Finally VOPcPhO and PCDTBT both are readily soluble in a common solvent (chloroform) and interact in a way to favor phase-separated domains. This favorable mixing property not only renders them suitable for solution processability but also facilitates the creation of nanoscale, phase-separated morphologies required for optimum device operation. In the present work, PCDTBT has been anomalously used as an acceptor and VOPcPhO as a donor to form a composite blend for a solution-processable visible wavelength photodetector. The spectral properties of both moieties have been exploited to broaden the absorption spectra of the composite blend which encompasses almost the entire visible region between 350 and 800 nm.

Experimental

98% pure vanadyl 2,9,16,23-tetraphenoxy-29H,31H-phthalocyanine (VOPcPhO) was purchased from Sigma Aldrich. Poly[N-9′-heptadecanyl-2,7-carbazole-alt-5,5-(4′,7′-di-2-thienyl-2′,1′,3′-benzothiadiazole)] (PCDTBT) was procured from Ossila. While the poly(3,4-ethylenedioxythiophene):poly(styrene sulfonate) (PEDOT:PSS) aqueous solution (PH ∼ 1000, conductivity 900–1000 S cm⁻¹) was purchased from H.C. Starck. These commercially available materials were used as received without any further purification. Molecular structures of VOPcPhO and PCDTBT are presented in Fig. 1(a) and (b) respectively.
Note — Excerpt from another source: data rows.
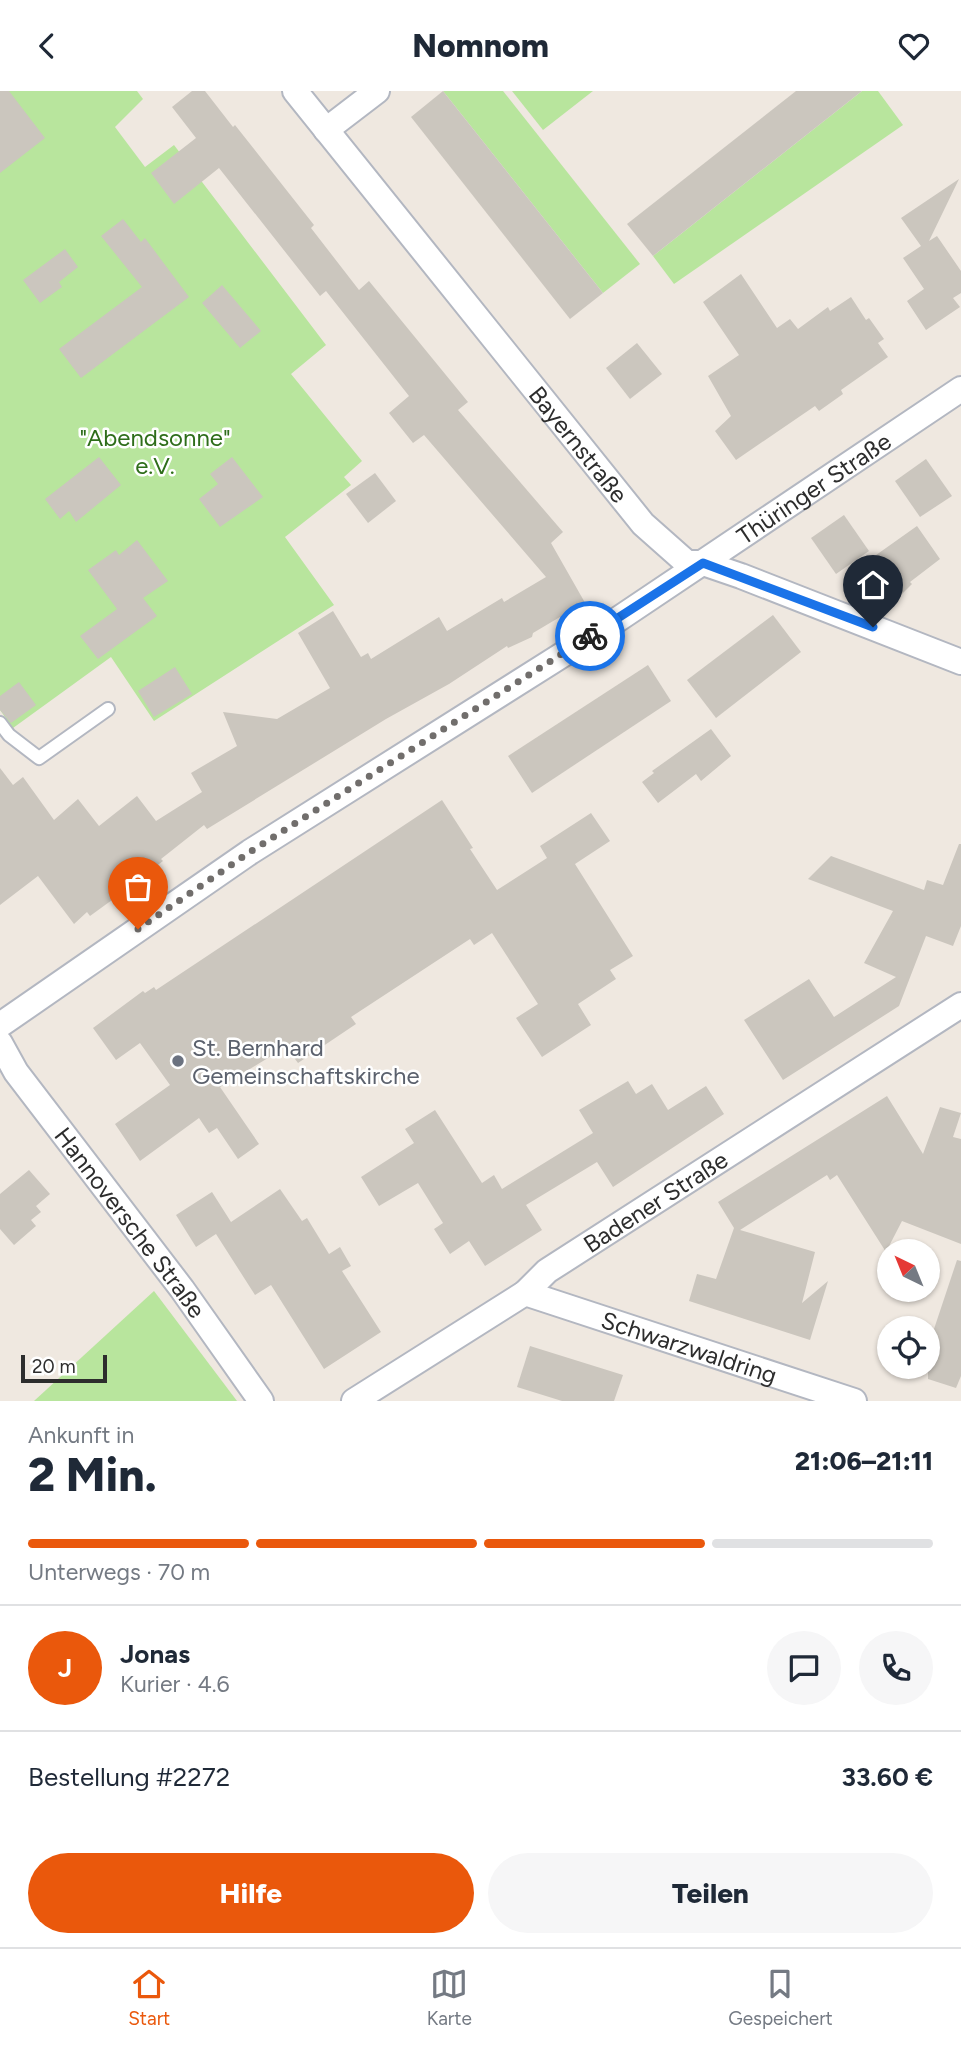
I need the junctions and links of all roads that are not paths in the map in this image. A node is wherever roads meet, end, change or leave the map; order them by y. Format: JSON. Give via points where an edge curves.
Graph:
{"nodes":[{"id":1,"x":295,"y":91,"type":"edge"},
{"id":2,"x":377,"y":91,"type":"edge"},
{"id":3,"x":326,"y":130,"type":"junction"},
{"id":4,"x":961,"y":389,"type":"edge"},
{"id":5,"x":703,"y":563,"type":"junction"},
{"id":6,"x":961,"y":662,"type":"edge"},
{"id":7,"x":108,"y":709,"type":"dead end"},
{"id":8,"x":0,"y":723,"type":"edge"},
{"id":9,"x":961,"y":1005,"type":"edge"},
{"id":10,"x":0,"y":1025,"type":"edge"},
{"id":11,"x":0,"y":1043,"type":"edge"},
{"id":12,"x":526,"y":1293,"type":"junction"},
{"id":13,"x":261,"y":1401,"type":"edge"},
{"id":14,"x":354,"y":1401,"type":"edge"},
{"id":15,"x":854,"y":1401,"type":"edge"}],
"edges":[{"from":1,"to":3,"type":"street","name":"Bayernstraße"},
{"from":2,"to":3,"type":"street"},
{"from":3,"to":5,"type":"street","name":"Bayernstraße","via":[[643,524],[687,563]]},
{"from":4,"to":5,"type":"street","name":"Thüringer Straße"},
{"from":5,"to":6,"type":"street","name":"Bayernstraße"},
{"from":5,"to":10,"type":"street","name":"Thüringer Straße","via":[[250,852]]},
{"from":7,"to":8,"type":"lane","via":[[39,758],[9,736]]},
{"from":9,"to":12,"type":"street","name":"Badener Straße","via":[[547,1271]]},
{"from":11,"to":13,"type":"street","name":"Hannoversche Straße","via":[[16,1072],[182,1289]]},
{"from":12,"to":14,"type":"street","name":"Badener Straße"},
{"from":12,"to":15,"type":"street","name":"Schwarzwaldring"}]}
Fig. 1 The molecular structure of (a) vanadyl 2,9,16,23-tetraphenoxy-29H,31H-phthalocyanine (VOPcPhO) and (b) poly[N-9′-heptadecanyl-2,7-carbazole-alt-5,5-(4′,7′-di-2-thienyl-2′,1′,3′-benzothiadiazole)] (PCDTBT).
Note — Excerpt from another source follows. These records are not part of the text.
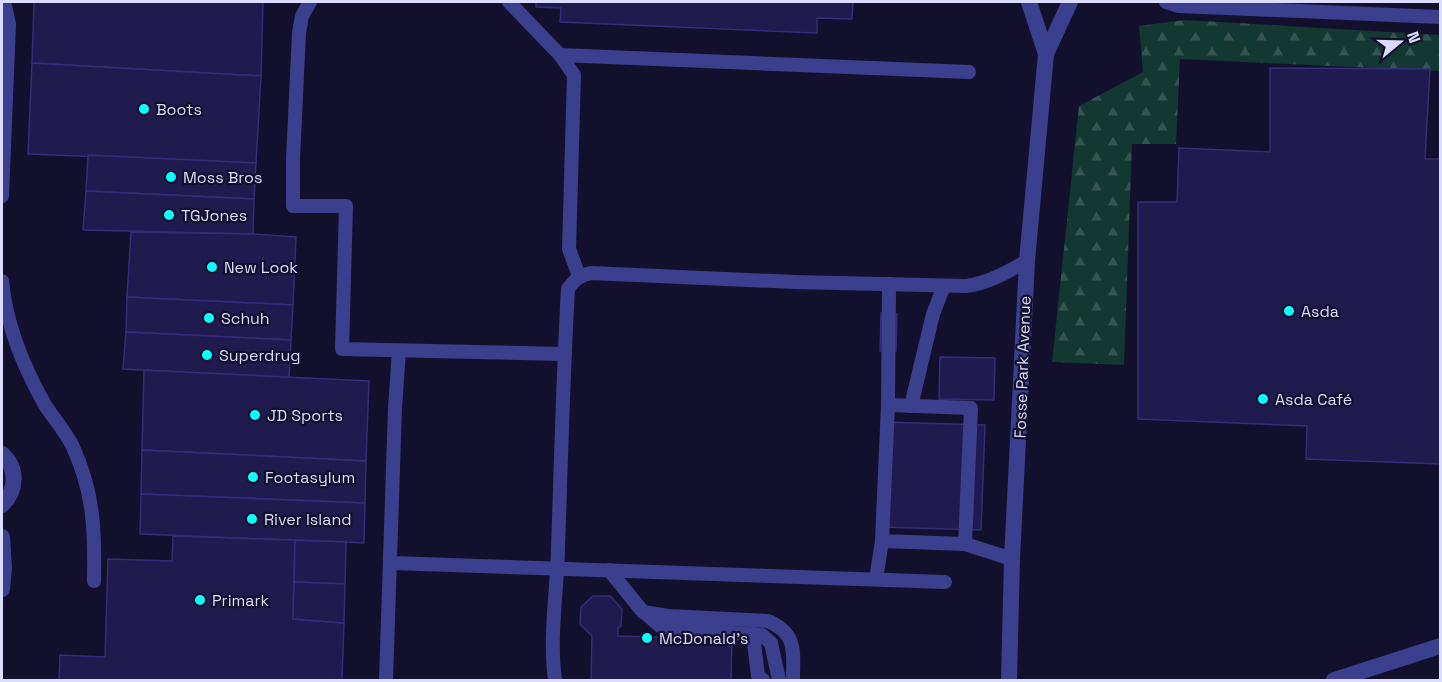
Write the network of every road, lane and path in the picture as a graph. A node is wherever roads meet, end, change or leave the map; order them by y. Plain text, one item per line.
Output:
1 (4, 2) edge
2 (310, 2) edge
3 (509, 2) edge
4 (1029, 2) edge
5 (1070, 2) edge
6 (1166, 2) edge
7 (1440, 17) edge
8 (1046, 54) junction
9 (560, 55) junction
10 (969, 72) dead end
11 (2, 196) edge
12 (1027, 261) junction
13 (579, 276) junction
14 (2, 281) edge
15 (890, 284) junction
16 (944, 286) junction
17 (399, 351) junction
18 (565, 354) junction
19 (888, 405) junction
20 (911, 406) junction
21 (2, 454) edge
22 (2, 505) edge
23 (2, 537) edge
24 (882, 541) junction
25 (965, 544) junction
26 (1012, 559) junction
27 (390, 563) junction
28 (558, 568) junction
29 (609, 570) junction
30 (876, 579) junction
31 (94, 581) dead end
32 (945, 582) dead end
33 (2, 589) edge
34 (643, 612) junction
35 (753, 634) junction
36 (1440, 646) edge
37 (386, 681) edge
38 (555, 681) edge
39 (763, 681) edge
40 (779, 681) edge
41 (793, 681) edge
42 (1009, 681) edge
43 (1334, 681) edge

1 - 11 lane
2 - 17 lane
3 - 9 lane
4 - 8 street, Fosse Park Avenue
5 - 8 street, Fosse Park Avenue
6 - 7 lane
8 - 12 street, Fosse Park Avenue
9 - 10 lane
9 - 13 lane
12 - 16 lane
12 - 26 street, Fosse Park Avenue
13 - 15 lane
13 - 18 lane
14 - 31 lane
15 - 16 lane
15 - 19 lane
16 - 20 lane
17 - 18 lane
17 - 27 lane
18 - 28 lane
19 - 20 lane
19 - 24 lane
20 - 25 lane
21 - 22 street
23 - 33 street
24 - 25 lane
24 - 30 lane
25 - 26 lane
26 - 42 street, Fosse Park Avenue
27 - 28 lane
27 - 37 lane
28 - 29 lane
28 - 38 lane
29 - 30 lane
29 - 34 lane
30 - 32 lane
34 - 35 lane
34 - 41 lane
35 - 39 lane
35 - 40 lane
36 - 43 street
Indium tin oxide (ITO) coated glass substrates (25 × 25 mm dimension, sheet resistance ∼ 10 Ω sq⁻¹), were cleaned by ultrasonic treatment in soap water, de-ionized (DI) water, acetone, isopropyl alcohol and DI water sequentially and were subsequently dried by nitrogen blow in a dust free environment. A 45 nm-thick PEDOT:PSS anodic buffer layer was spun cast onto the ITO substrates and dried at 120 °C for 30 min on a hot plate. However prior to the thin film deposition, PEDOT:PSS aqueous solution was filtered by commercially available nylon 0.45 μm filters to avoid any solid contents. PEDOT:PSS not only smoothes out the rough surface of ITO but also increases the anodic selectivity by increasing electron blocking.¹⁸

25 mg ml⁻¹ concentrated solutions for both VOPcPhO and PCDTBT were prepared in chloroform separately and stirred overnight using a magnetic stirrer. The organic blend was then prepared by mixing VOPcPhO and PCDTBT solutions in five different stoichiometries by volume (2 : 1, 1.5 : 1.0, 1 : 1, 1.0 : 1.5 and 1 : 2). The organic D/A binary blend with stoichiometry of interest, was later spin coated on the ITO/PEDOT:PSS substrates at a speed of 2500 rpm to achieve ∼100 nm thickness of photoactive thin film. Albeit, organic photoactive film is generally annealed, which not only causes recrystallization but also reduces the free volume and the density of defects at the interfaces.¹⁹ However, in the present study, annealing was avoided since it is known to have a deteriorating effect on the performance of PCDTBT based devices.^20,21

Finally, to complete device fabrication process, lithium fluoride (LiF) and aluminium (Al) electrodes were deposited by thermal evaporation at high vacuum 3 × 10⁻⁵ Torr through a shadow mask with circular openings of 2 mm². LiF is particularly used as a cathodic modification material to improve the performance of the organic photovoltaic (OPV) devices and organic photodetectors.^22,23 In the present work LiF thin film (∼3 nm) has been deposited to form an effective interfacial dipole between Al and organic semiconductor, which results in lowering the work function of Al cathode as previously suggested by Y. S. Peng et al.¹²

All the fabrication process was conducted in open air inside the clean room. The cross-sectional view of the fabricated ITO/PEDOT:PSS/VOPcPhO:PCDTBT/LiF/Al OPD and energy level diagram of the components is shown in Fig. 2(a) and (b), respectively. As is well known that while selecting the photoactive material pair, their HOMO and LUMO energy levels should support the exciton dissociation at the D/A interface. If the energy offset of the LUMO and the HOMO between the donor and acceptor is large enough, excitons will be promptly dissociated into electron–hole pairs with a difference in binding energy near the donor/acceptor interface due to the preferable properties of charged carriers with regard to energy.²⁴ The energy-level diagram of the OPD shows a good choice of organic VOPcPhO (D) and PCDTBT (A) materials, exhibiting sufficient offset for the efficient charge separation.²⁵

Fig. 2 (a) Schematic diagram of the ITO/PEDOT:PSS/VOPcPhO:PCDTBT/LiF/Al photodetector (b) schematic energy band diagram of the device components referenced to the vacuum level.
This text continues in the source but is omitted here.